→ Saved data entries

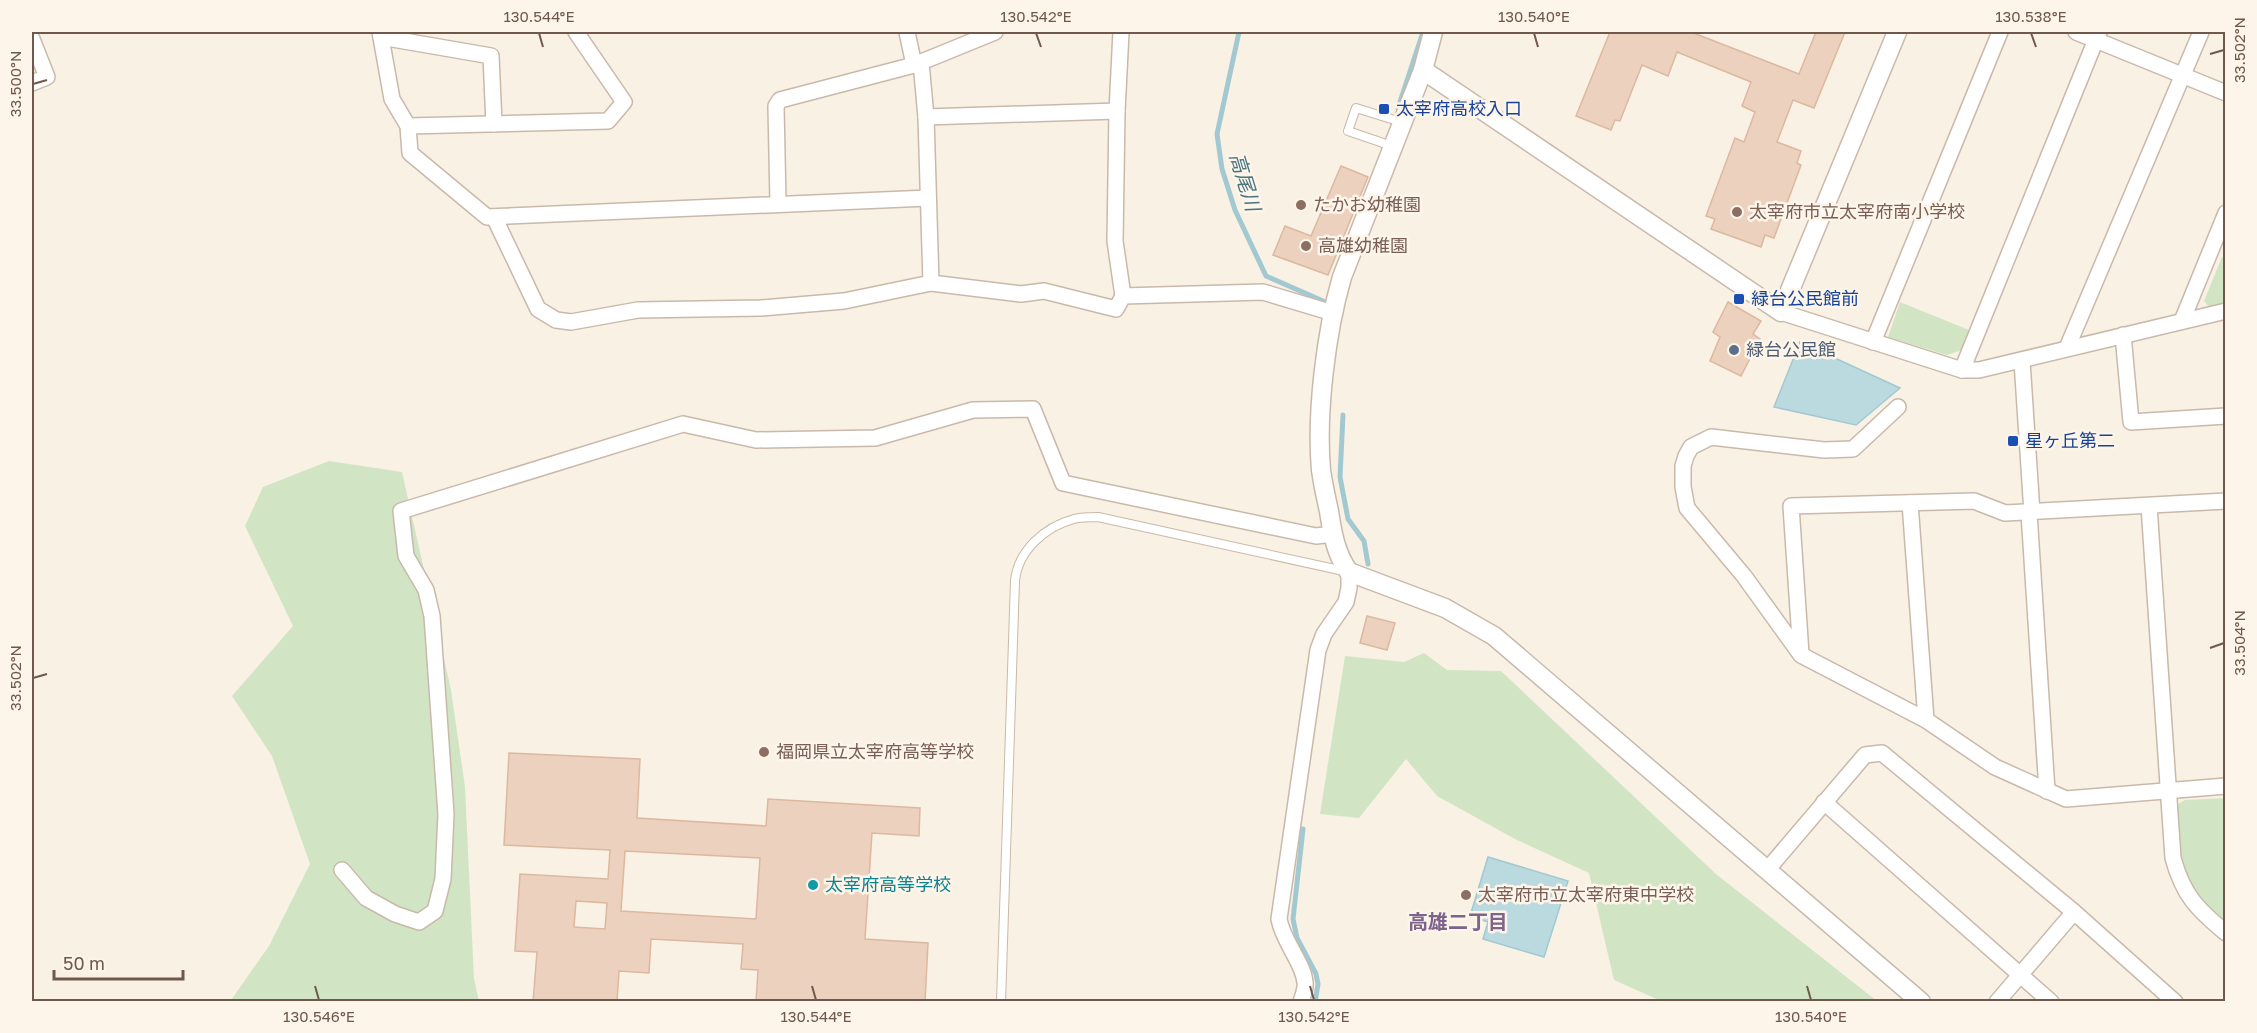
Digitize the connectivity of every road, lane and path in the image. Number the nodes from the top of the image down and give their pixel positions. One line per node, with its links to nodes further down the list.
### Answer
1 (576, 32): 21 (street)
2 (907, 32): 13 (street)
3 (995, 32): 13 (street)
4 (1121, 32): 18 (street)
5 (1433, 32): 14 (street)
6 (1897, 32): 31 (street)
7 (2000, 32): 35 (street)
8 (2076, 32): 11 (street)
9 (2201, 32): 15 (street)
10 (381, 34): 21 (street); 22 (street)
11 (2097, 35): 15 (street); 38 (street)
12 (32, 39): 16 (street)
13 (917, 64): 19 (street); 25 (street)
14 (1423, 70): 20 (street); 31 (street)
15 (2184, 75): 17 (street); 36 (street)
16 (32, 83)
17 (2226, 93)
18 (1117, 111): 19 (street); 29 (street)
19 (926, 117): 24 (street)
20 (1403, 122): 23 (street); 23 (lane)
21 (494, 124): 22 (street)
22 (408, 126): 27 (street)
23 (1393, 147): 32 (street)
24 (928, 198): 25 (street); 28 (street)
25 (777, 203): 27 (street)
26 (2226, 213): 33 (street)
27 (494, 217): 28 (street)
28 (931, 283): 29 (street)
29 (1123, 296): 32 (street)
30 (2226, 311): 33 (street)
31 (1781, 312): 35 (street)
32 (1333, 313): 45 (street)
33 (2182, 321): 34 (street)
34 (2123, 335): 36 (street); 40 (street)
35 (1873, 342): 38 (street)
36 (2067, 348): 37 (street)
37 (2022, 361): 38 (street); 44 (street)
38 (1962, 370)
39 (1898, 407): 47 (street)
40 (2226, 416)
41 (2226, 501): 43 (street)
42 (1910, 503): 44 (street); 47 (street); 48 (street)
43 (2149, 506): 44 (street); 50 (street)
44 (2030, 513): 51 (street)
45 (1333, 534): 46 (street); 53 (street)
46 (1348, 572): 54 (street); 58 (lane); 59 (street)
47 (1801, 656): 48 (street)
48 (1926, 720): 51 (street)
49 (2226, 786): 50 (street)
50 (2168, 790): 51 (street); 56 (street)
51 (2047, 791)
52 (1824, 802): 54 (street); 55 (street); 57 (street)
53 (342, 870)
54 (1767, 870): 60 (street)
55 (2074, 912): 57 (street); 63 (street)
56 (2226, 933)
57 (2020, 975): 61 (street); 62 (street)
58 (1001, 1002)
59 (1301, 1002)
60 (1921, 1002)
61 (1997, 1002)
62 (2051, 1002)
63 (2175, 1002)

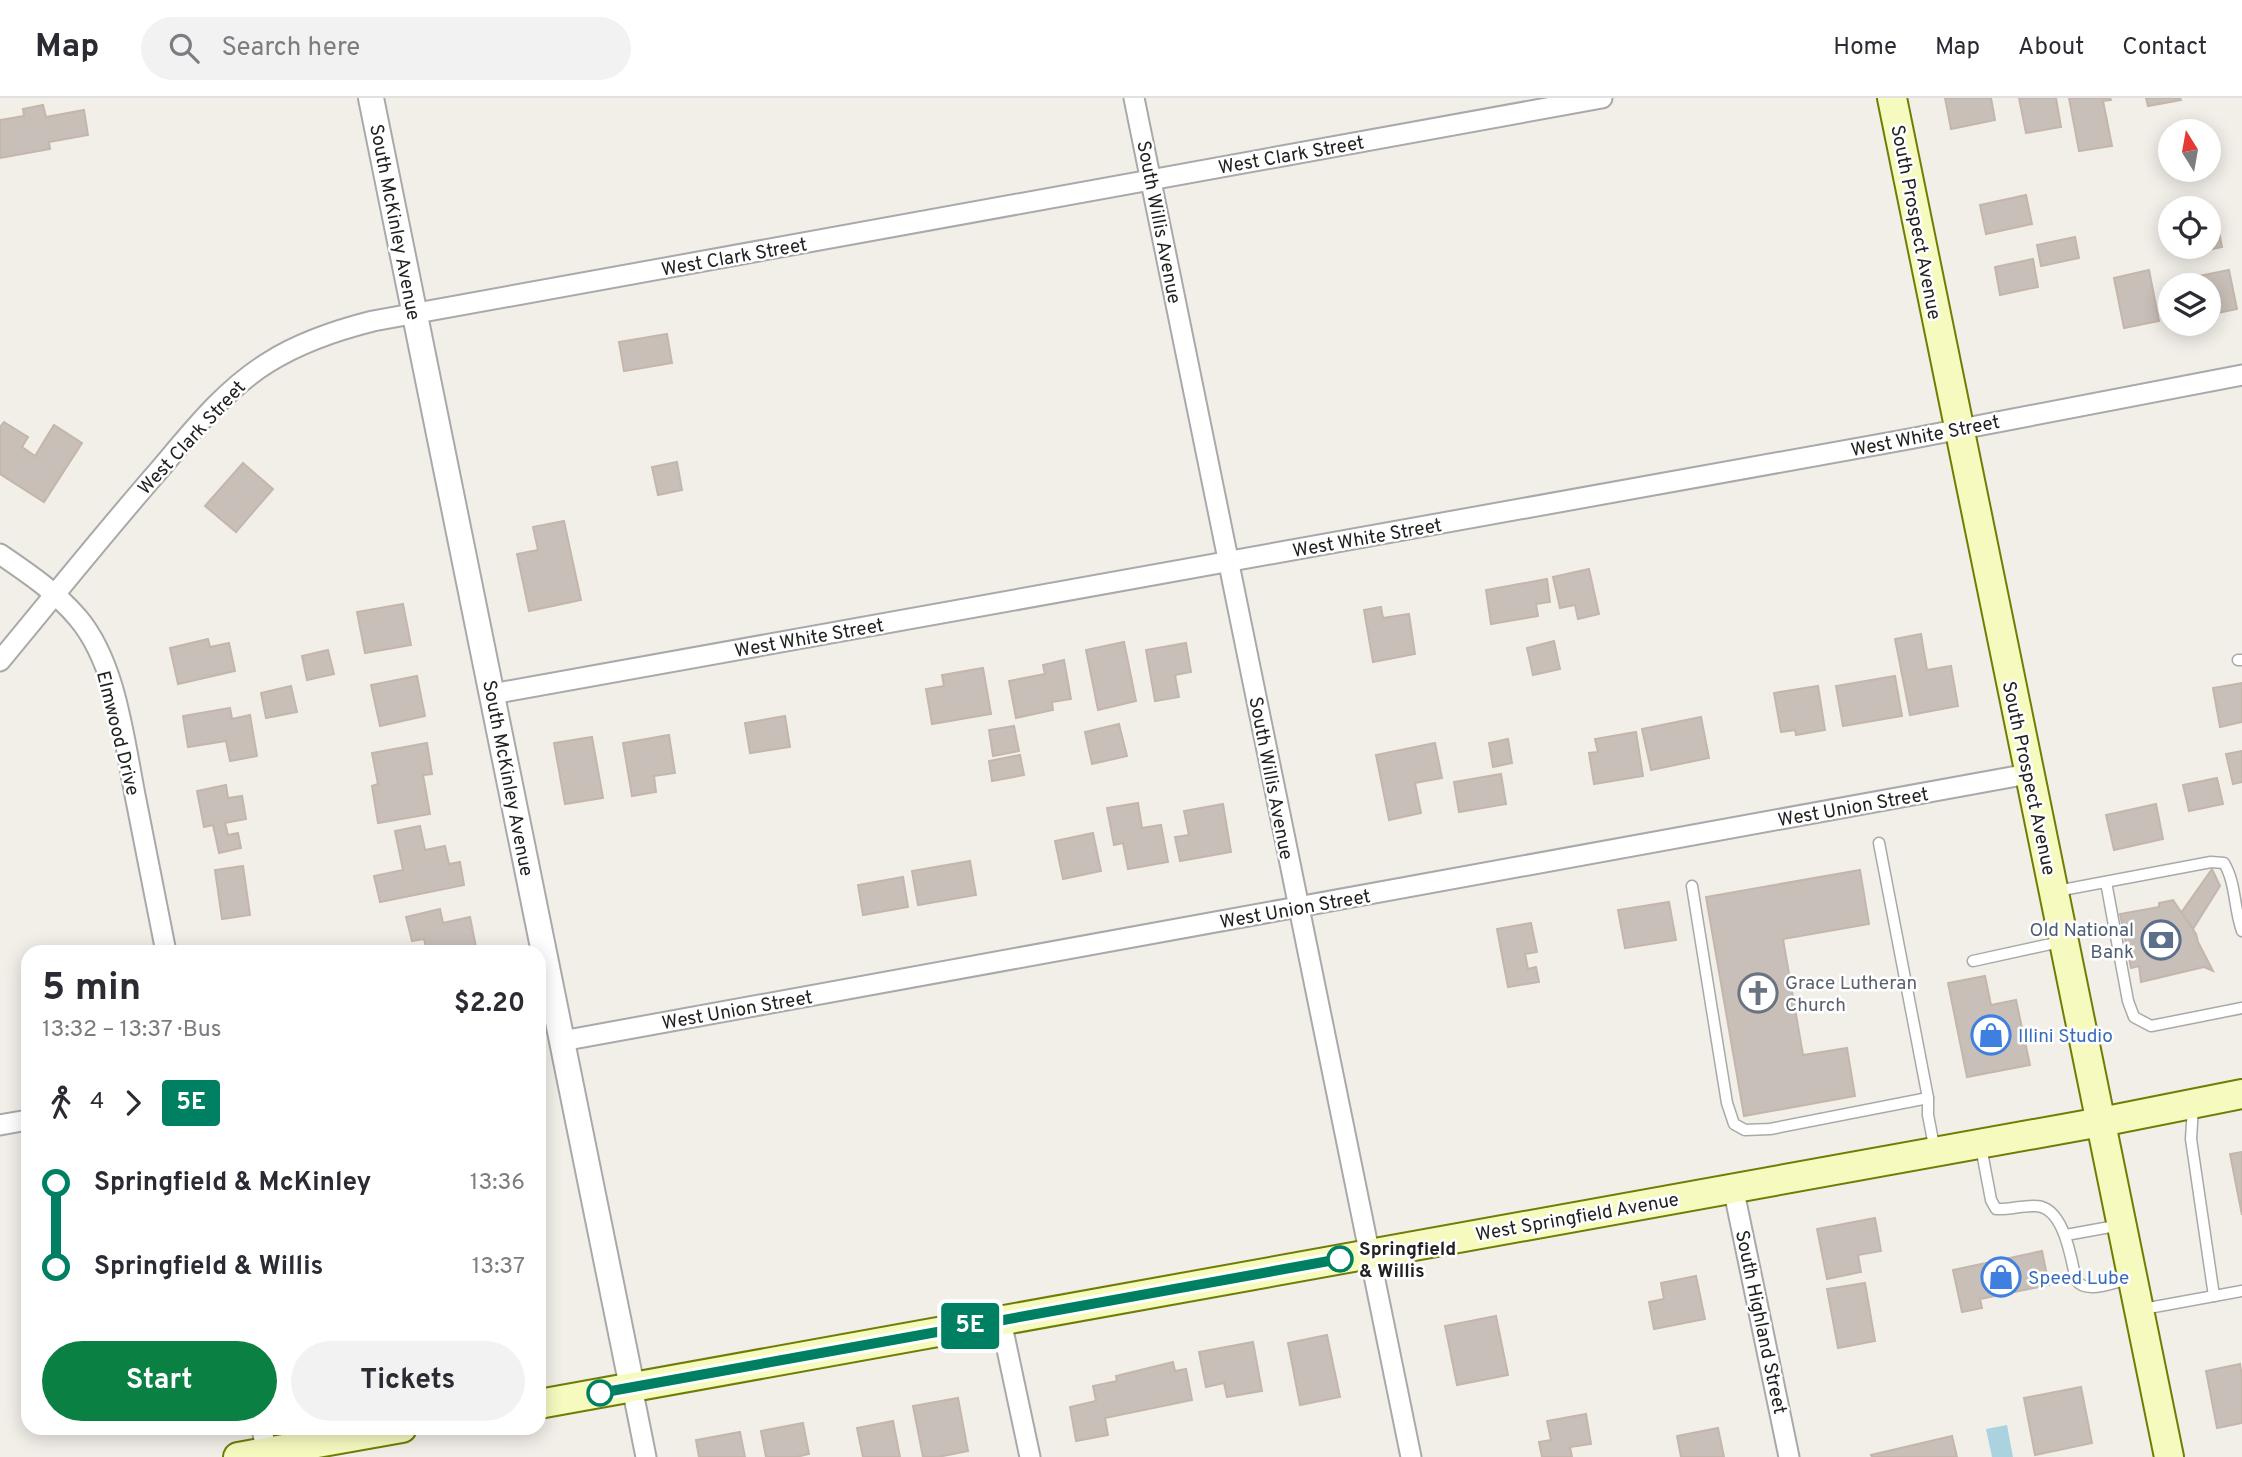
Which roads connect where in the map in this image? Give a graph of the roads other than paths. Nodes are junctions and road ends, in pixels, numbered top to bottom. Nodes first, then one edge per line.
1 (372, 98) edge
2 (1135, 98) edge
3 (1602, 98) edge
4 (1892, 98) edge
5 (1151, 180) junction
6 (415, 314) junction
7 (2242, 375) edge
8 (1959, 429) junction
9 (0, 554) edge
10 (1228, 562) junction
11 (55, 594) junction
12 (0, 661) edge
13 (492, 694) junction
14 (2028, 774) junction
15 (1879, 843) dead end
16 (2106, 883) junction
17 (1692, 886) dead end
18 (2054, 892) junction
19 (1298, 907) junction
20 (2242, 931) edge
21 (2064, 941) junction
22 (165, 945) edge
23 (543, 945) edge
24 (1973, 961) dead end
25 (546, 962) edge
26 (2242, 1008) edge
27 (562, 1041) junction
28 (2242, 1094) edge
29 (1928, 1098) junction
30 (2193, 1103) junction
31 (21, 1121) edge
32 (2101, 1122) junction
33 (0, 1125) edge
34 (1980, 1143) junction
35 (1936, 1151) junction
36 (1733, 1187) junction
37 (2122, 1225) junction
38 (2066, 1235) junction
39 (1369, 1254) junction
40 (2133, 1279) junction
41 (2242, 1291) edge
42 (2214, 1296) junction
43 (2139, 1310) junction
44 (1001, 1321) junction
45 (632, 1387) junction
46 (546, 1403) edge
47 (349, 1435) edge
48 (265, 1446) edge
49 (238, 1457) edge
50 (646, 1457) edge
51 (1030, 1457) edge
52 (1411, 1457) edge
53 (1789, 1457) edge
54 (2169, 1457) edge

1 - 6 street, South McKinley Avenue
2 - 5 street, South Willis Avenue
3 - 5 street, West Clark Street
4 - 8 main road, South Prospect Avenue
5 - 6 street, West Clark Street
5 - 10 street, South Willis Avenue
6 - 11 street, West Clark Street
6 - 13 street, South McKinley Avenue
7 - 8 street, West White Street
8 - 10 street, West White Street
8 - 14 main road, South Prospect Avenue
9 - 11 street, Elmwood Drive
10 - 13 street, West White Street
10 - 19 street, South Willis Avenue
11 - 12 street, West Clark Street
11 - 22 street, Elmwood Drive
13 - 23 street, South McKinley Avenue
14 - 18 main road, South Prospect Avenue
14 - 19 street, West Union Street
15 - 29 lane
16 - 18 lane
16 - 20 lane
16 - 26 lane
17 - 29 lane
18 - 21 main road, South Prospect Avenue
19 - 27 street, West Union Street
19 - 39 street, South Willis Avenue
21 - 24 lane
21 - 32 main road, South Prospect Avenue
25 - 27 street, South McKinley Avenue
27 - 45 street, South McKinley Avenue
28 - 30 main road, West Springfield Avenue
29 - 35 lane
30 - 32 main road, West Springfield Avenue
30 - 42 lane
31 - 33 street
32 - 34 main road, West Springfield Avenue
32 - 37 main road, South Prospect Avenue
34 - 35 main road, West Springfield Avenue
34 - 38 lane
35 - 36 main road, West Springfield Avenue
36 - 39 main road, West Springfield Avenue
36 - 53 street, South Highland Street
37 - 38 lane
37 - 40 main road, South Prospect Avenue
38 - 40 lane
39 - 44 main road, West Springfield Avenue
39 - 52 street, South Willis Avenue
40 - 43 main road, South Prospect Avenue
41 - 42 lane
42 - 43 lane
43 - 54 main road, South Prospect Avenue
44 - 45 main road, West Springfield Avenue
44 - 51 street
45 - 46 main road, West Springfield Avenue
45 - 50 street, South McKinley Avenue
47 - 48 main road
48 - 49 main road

→ Task directions
For the word "image", go through the records and show each line that carries it.

→ Solution to this problem
Digitize the connectivity of every road, lane and path in the image. Number the nodes from the top of the image down and give their pixel positions. One line per node, with its links to nodes further down the list.
Which roads connect where in the map in this image? Give a graph of the roads other than paths. Nodes are junctions and road ends, in pixels, numbered top to bottom. Nodes first, then one edge per line.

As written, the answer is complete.